Surabaya, IDN Times - Ketua Pengurus Wilayah Nahdlatul Ulama (PWNU) Jawa Timur (Jatim) KH Abdul Hakim Mahfudz alias Gus Kikin menyatakan siap menerima penugasan PWNU Jatim untuk maju sebagai kandidat Ketua Umum Pengurus Besar Nahdlatul Ulama (PBNU) pada Muktamar ke-35 NU.
Gus Kikin menegaskan, keputusan tersebut bukan berasal dari keinginannya untuk mencalonkan diri. Ia mengaku sejak awal justru menyampaikan tidak berniat maju dalam bursa pemilihan Ketua Umum PBNU.
"Saya sebenarnya tidak mengolah atau mengupayakan untuk diamanahi, bahkan ditugaskan maju di Muktamar ke-35. Sejak awal saya sudah menyatakan tidak akan mencalonkan diri," ujarnya dalam konferensi pers, Selasa (21/7/2026).
Gus Kikin menambahkan, pembahasan mengenai sosok calon Ketua Umum PBNU telah berlangsung cukup lama di internal PWNU Jatim. Dalam perkembangannya, muncul usulan agar dirinya tidak sekadar dicalonkan, tetapi secara resmi ditugaskan oleh organisasi.
"Siang ini terjadi penugasan dari PWNU Jawa Timur di hadapan seluruh PCNU se-Jawa Timur. Kalau saya ditugaskan, mau tidak mau saya harus menerima. Saya siap menjalankan tugas itu," katanya.
Gus Kikin menegaskan dirinya maju bukan sebagai bentuk pencalonan pribadi, melainkan menjalankan amanah organisasi. "Saya tidak mengajukan diri, tetapi saya harus maju karena memang ditugaskan untuk menjadi salah satu kandidat Ketua Umum PBNU pada Muktamar yang akan datang," katanya.

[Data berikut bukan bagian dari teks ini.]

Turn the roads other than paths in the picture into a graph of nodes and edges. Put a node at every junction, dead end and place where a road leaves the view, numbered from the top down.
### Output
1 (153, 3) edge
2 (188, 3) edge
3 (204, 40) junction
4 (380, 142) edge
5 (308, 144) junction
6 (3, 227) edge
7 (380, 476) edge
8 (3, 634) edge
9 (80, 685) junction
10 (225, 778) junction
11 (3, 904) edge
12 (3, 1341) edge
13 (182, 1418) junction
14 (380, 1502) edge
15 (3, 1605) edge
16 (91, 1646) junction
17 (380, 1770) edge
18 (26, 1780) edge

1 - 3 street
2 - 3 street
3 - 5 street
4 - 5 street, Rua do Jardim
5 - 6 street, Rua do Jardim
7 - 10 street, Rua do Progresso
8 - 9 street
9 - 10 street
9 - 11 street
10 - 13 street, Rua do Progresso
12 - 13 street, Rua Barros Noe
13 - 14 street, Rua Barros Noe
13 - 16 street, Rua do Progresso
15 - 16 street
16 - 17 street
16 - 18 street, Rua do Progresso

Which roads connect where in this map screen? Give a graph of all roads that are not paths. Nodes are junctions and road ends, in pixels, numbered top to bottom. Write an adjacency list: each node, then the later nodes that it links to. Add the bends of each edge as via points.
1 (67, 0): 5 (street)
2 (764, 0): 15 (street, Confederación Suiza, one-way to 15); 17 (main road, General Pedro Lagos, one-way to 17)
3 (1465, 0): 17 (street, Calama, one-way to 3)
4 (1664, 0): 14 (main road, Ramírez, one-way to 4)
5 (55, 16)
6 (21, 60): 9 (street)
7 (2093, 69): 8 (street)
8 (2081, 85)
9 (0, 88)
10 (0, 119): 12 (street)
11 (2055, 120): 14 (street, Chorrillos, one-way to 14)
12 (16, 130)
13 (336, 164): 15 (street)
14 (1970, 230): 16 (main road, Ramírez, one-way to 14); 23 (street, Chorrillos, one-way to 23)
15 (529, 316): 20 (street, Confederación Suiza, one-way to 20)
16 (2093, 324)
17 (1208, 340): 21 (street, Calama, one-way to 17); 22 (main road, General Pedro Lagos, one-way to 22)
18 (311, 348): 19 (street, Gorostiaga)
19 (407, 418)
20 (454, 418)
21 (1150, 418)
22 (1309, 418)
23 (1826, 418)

Ia menambahkan, selama memimpin PWNU Jatim dirinya berupaya menjaga tradisi NU yang diwariskan para pendiri organisasi. Menurutnya, NU harus tetap dibangun di atas nilai kasih sayang, persatuan, dan kebersamaan.
"NU itu harus dijalankan dengan penuh kasih sayang. Di dalam organisasi NU bukan hanya raganya yang berkumpul, tetapi hati dan jiwanya juga harus hadir. Itu yang selalu kami jaga di PWNU Jawa Timur," ucapnya.
Menghadapi Muktamar ke-35, Gus Kikin mengatakan PWNU Jatim terus melakukan konsolidasi agar mampu memberikan gagasan dan rekomendasi terbaik bagi perjalanan organisasi ke depan.
Menurutnya, Muktamar bukan hanya agenda pergantian kepengurusan, tetapi juga momentum memperkuat program dan arah kebijakan organisasi agar semakin memberi manfaat bagi warga Nahdliyin dan masyarakat.
"Kami ingin datang ke Muktamar dengan membawa pemikiran-pemikiran yang baik untuk membangun kinerja NU agar lebih baik lagi," katanya.
Gus Kikin berharap semangat persatuan yang diwariskan para muassis NU dapat terus dijaga. Ia menilai kekompakan menjadi modal penting bagi NU untuk terus berkontribusi bagi umat dan bangsa.
"Harapan kami NU ke depan semakin kompak, guyub, penuh kasih sayang, sehingga mampu menghadirkan kemaslahatan bagi masyarakat. Saya siap karena mendapat tugas dari NU untuk maju pada Muktamar ke-35," pungkasnya.